• _Exercise brief_:
Working from the entries below, count every line that includes the word "ASTER". Return the figure alone.

##### Data records

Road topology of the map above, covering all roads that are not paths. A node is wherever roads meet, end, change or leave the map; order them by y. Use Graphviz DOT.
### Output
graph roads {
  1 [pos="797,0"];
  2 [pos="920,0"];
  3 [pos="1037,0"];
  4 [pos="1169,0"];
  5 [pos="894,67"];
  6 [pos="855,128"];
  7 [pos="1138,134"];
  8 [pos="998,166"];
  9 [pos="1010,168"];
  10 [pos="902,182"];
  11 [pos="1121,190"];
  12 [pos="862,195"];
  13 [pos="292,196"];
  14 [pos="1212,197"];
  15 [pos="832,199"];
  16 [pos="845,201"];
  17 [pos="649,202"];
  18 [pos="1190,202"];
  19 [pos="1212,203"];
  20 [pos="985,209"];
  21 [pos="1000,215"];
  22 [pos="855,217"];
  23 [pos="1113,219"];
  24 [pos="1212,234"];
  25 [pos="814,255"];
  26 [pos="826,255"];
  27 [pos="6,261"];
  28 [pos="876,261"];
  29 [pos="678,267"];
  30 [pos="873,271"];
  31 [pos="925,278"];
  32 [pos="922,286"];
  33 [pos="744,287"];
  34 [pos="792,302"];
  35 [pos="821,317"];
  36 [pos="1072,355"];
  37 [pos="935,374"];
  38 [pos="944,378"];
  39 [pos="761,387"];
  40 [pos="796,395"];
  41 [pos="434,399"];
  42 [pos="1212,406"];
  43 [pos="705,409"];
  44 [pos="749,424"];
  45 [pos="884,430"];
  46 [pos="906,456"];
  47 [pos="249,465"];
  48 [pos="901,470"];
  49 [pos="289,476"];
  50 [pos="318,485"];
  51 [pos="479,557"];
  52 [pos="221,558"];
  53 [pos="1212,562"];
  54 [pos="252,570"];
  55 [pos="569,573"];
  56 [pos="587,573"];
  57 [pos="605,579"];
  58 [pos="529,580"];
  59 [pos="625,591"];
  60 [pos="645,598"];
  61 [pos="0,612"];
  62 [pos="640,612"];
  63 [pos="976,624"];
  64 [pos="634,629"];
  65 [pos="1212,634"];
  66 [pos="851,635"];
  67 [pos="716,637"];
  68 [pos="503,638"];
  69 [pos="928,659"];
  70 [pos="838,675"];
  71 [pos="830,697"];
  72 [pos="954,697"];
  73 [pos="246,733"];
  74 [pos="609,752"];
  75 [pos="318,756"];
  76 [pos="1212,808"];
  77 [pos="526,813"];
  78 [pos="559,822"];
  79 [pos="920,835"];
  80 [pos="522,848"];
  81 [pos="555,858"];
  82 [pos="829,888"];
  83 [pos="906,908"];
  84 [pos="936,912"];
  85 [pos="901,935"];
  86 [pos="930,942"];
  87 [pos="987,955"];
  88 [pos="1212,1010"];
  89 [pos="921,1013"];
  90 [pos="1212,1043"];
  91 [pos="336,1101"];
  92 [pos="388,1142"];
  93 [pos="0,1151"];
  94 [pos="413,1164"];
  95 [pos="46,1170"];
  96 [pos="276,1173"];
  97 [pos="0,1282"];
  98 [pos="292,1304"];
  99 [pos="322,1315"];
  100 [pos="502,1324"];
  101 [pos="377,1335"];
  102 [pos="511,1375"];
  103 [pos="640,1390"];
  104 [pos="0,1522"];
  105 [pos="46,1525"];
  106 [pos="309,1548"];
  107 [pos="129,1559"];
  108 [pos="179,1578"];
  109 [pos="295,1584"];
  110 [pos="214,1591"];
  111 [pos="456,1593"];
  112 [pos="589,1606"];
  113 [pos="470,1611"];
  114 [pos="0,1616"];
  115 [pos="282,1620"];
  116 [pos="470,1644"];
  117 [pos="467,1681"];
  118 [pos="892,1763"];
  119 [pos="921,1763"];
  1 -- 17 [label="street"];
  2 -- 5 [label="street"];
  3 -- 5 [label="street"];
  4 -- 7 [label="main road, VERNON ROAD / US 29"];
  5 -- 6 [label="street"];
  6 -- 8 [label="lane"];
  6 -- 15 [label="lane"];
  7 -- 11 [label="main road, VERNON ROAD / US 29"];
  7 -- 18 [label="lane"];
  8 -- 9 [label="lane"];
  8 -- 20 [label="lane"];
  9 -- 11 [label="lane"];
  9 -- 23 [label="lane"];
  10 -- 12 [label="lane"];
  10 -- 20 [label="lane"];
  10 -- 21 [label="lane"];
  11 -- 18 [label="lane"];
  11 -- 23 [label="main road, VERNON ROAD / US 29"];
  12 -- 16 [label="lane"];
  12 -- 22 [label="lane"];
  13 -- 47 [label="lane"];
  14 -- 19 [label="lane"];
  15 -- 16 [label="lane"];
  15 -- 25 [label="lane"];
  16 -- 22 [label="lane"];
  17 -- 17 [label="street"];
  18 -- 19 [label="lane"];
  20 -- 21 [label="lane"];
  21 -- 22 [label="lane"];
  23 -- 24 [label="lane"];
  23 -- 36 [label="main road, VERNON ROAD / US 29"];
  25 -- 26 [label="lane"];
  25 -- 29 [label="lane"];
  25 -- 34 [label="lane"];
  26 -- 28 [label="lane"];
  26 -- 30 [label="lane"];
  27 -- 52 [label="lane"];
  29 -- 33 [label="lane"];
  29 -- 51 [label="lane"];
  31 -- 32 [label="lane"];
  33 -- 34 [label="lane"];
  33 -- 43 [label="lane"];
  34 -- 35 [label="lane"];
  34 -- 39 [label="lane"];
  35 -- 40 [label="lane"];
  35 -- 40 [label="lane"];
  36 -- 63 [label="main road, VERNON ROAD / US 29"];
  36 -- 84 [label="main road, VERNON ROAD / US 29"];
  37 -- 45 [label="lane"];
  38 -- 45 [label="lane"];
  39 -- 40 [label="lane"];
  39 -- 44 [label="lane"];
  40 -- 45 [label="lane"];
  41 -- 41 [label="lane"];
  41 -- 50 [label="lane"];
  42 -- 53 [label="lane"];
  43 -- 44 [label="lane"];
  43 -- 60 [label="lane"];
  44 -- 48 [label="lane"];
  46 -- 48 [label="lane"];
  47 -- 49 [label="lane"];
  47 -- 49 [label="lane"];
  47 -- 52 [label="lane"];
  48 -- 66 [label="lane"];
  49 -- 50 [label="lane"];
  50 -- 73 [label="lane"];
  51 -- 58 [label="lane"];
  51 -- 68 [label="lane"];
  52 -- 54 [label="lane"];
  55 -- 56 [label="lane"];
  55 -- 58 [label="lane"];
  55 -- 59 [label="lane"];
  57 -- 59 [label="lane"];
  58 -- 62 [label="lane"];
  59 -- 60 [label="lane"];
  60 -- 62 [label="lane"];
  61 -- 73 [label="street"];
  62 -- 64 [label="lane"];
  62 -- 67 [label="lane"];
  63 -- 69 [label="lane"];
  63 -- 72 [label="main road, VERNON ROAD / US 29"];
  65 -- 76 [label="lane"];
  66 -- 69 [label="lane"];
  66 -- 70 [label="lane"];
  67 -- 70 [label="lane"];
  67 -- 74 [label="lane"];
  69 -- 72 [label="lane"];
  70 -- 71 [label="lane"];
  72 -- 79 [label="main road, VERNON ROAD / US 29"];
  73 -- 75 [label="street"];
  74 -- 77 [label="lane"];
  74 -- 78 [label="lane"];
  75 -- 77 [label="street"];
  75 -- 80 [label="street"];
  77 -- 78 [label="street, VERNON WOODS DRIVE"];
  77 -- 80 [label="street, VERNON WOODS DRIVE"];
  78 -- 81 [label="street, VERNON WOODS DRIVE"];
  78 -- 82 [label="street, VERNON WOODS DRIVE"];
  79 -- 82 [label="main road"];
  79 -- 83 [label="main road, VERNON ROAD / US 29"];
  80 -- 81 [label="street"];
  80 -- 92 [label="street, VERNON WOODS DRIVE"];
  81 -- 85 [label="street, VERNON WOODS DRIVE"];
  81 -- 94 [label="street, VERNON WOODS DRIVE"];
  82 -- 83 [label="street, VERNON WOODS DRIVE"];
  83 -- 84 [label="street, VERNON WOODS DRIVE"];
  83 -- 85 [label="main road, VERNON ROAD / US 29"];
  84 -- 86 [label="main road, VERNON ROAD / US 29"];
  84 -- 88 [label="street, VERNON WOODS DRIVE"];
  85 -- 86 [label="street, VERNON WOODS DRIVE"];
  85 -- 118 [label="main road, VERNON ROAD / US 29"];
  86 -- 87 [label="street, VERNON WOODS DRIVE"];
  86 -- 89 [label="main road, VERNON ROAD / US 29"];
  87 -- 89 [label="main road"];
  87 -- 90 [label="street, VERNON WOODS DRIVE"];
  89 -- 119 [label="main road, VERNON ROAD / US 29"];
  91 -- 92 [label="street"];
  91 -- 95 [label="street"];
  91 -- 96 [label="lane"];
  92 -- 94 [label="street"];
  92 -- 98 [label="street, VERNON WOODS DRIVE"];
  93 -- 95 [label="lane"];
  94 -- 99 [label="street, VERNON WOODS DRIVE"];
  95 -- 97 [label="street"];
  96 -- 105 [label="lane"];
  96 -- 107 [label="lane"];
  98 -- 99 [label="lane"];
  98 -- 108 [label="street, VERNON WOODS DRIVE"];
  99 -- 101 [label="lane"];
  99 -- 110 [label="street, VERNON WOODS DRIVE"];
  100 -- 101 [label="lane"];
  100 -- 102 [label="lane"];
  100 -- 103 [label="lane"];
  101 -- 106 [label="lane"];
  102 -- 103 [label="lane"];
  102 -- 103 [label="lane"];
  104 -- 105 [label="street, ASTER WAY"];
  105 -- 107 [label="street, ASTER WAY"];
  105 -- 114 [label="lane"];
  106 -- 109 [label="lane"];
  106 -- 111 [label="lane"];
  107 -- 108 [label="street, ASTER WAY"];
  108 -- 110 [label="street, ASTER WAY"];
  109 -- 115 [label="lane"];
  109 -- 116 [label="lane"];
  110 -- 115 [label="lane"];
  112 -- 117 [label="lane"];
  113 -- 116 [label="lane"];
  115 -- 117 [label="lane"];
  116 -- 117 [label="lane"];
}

##########

• _Your response_:
4